Data from animal experiments demonstrate that a higher concentration of chemotherapy can be achieved in the brain with local delivery compared to IV injection. Until recently, efforts in local drug delivery focused on a constant rate of drug release though this may not be the ideal method of drug delivery for all tumors. The use of microchip-driven drug delivery provides the potential for on-demand and variable chemotherapy delivery to the tumor bed, that is, the most likely site of tumor recurrence. Such a system, adapted to contain several drug reservoirs, could facilitate the release of different chemotherapeutic agents over time; in turn, multi-drug treatment may mitigate chemotherapeutic-resistance seen in vivo work from several groups has supported the notion that variable drug release has improved effectiveness against glioma cell lines.
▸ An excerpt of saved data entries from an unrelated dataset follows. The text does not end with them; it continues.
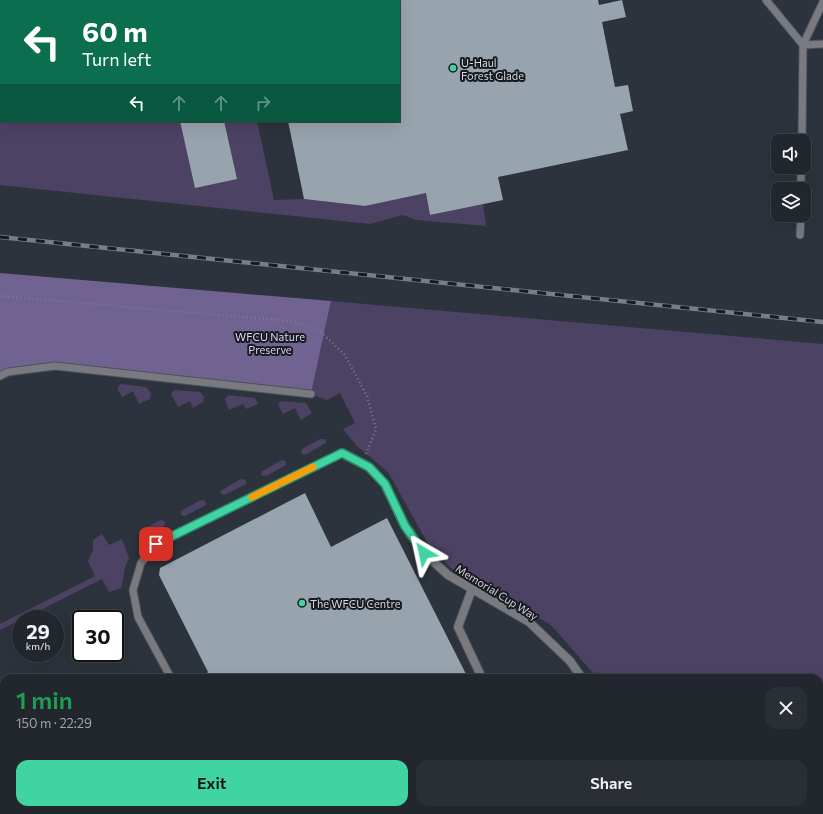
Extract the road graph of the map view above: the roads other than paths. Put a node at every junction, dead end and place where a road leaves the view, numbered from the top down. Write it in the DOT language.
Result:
graph roads {
  1 [pos="766,0"];
  2 [pos="823,2"];
  3 [pos="823,44"];
  4 [pos="803,45"];
  5 [pos="802,134"];
  6 [pos="801,222"];
  7 [pos="800,235"];
  8 [pos="0,376"];
  9 [pos="312,394"];
  10 [pos="342,453"];
  11 [pos="472,589"];
  12 [pos="169,674"];
  13 [pos="480,674"];
  14 [pos="579,674"];
  1 -- 4 [label="lane"];
  2 -- 4 [label="lane"];
  3 -- 4 [label="lane"];
  4 -- 5 [label="lane"];
  6 -- 7 [label="lane"];
  8 -- 9 [label="lane"];
  10 -- 11 [label="street, Memorial Cup Way"];
  10 -- 12 [label="lane"];
  11 -- 13 [label="street"];
  11 -- 14 [label="street, Memorial Cup Way"];
}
A microelectromechanical systems (MEMS) reservoir-based device has been designed by an injection-molding technique that allows for the delivery of chemotherapy on-demand. One can envision MEMS as a uniquely powerful platform in the future for delivering potent therapeutic agents whose temporal administration is vital to their efficacy, and whose effects are naturally amplified by the human body. Demonstrating that such devices have improved efficacy against a rodent glioma model would represent a departure from prior work on drug-delivery, as those efforts focused largely on achieving constant release profiles. Tunable, on-demand, pulsatile drug release from locally-implantable devices will hopefully show promise in the treatment of high-grade gliomas and may lead to the first advance in chemotherapeutic delivery for brain tumors in over one decade.